Archives – FAWA 1979, June

NEW YORK (Associated Press) May 8, 1979 — There is no evidence that hyperactivity in children is caused by their diet, in particular by artificial food coloring, an independent association of scientists has found.

The American Council on Science and Health Monday released the results of its analysis on hyperactivity and diet.

The study had been prompted by Dr. Ben Feingold, a pediatric allergist from California, who held that hyperactivity is caused by salicylates – an acid form used to make dyes – and artificial additives in food.

Dr. Frederick J. Stare, professor of nutrition at Harvard and a director of the council, concluded that “While we still have a great deal to learn about this condition, we do know that diet is not the answer.”


What is it? Who is it?

[] “. . . an independent association of scientists”
[] “The American Council on Science and Health”
[] “Dr. Frederick J. Stare, professor of nutrition at Harvard, and a director of the council.”

John L. Hess, reporter for the New York Times, wrote about Dr. Stare in the August 1978 Saturday Review. Here are some interesting notes about Harvard’s most controversial character:

  • Dr. Frederick J. Stare preaches that sugar is not fattening and that Americans could use three times as much of it without harm.
  • … the special Stare message, as carried on the jacket of his widely read book, Panic In The Pantry, “Eat your additives; they’re good for you.”
  • In 1950, Dr. Stare and others “established the Food Protection Committee (FPC) of the National Research Council and the National Academy of Sciences with grants from the food industry and the government. The committee’s first report clearly foreshadowed the FPC’s role in the years ahead: The report assured the country that DDT and other pesticides were quite safe.” (In 1969 DDT was acknowledged to cause cancer.)
  • According to Dr. Stare, white bread is no less nourishing than whole wheat; and highly processed snack foods, fast foods, and colas are all desirable “scientific snacks.”
  • Many nutritionists are worried about the huge amounts of phosphates being imbibed by adolescents with their soft drinks. Dr. Stare disagrees, and comments, “Does it surprise you to learn that cola is a good source of phosphorus? It is.”
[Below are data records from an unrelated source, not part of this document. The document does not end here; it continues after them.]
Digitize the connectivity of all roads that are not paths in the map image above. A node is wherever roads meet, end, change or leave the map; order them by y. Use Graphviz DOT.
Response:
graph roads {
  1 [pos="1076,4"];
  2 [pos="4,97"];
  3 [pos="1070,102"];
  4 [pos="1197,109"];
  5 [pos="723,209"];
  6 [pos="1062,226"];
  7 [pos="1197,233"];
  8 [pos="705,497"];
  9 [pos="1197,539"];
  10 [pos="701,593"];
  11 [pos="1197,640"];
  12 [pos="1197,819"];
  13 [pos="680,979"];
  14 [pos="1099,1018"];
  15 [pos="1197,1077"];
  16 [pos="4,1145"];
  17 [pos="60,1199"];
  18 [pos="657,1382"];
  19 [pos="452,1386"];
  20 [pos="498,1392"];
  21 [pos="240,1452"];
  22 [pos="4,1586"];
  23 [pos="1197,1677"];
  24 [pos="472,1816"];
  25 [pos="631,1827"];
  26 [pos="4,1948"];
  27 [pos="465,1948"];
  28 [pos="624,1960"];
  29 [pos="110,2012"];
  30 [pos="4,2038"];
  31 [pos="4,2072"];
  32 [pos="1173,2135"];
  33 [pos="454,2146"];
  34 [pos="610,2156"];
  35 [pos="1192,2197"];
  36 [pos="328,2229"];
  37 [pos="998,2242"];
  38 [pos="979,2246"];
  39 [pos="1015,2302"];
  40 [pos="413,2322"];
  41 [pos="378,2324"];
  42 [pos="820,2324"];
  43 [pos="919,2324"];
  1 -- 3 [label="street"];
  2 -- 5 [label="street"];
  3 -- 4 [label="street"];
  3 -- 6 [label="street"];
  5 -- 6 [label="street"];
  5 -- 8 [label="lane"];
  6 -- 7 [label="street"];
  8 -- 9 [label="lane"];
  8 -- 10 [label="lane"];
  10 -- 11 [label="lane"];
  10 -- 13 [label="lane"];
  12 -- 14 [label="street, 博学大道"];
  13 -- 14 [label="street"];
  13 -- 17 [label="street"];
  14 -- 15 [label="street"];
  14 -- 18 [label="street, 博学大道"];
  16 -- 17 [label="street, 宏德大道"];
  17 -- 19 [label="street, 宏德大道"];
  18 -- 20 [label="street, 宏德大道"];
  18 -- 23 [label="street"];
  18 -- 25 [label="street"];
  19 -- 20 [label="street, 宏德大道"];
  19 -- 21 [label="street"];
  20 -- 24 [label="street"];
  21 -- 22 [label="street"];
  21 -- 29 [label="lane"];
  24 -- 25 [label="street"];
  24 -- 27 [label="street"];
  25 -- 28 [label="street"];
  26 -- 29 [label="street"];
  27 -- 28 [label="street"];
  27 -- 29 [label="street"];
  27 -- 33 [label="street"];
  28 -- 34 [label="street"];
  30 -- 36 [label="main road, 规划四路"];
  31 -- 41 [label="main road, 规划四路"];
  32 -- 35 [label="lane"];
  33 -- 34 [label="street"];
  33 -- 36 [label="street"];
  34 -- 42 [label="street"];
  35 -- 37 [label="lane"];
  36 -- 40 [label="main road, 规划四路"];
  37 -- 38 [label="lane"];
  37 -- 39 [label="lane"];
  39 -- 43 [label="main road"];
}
Stare’s close associate and coauthor, Elizabeth M. Whelan, PhD, addressed a meeting of the National Soft Drink Association last fall. She urged the industry to promote its products not so much for being safe as for being enjoyable, adding that junk food might better be called “fun food.”

“The availability of something like soft drinks to children does not pose any known health hazard that would harm them,” she assured the bottlers. She encouraged the producers of fun food to continue such promotions as General Foods’ payment of five cents to school funds for every Kool Aid or Post cereal label brought in by the kiddies.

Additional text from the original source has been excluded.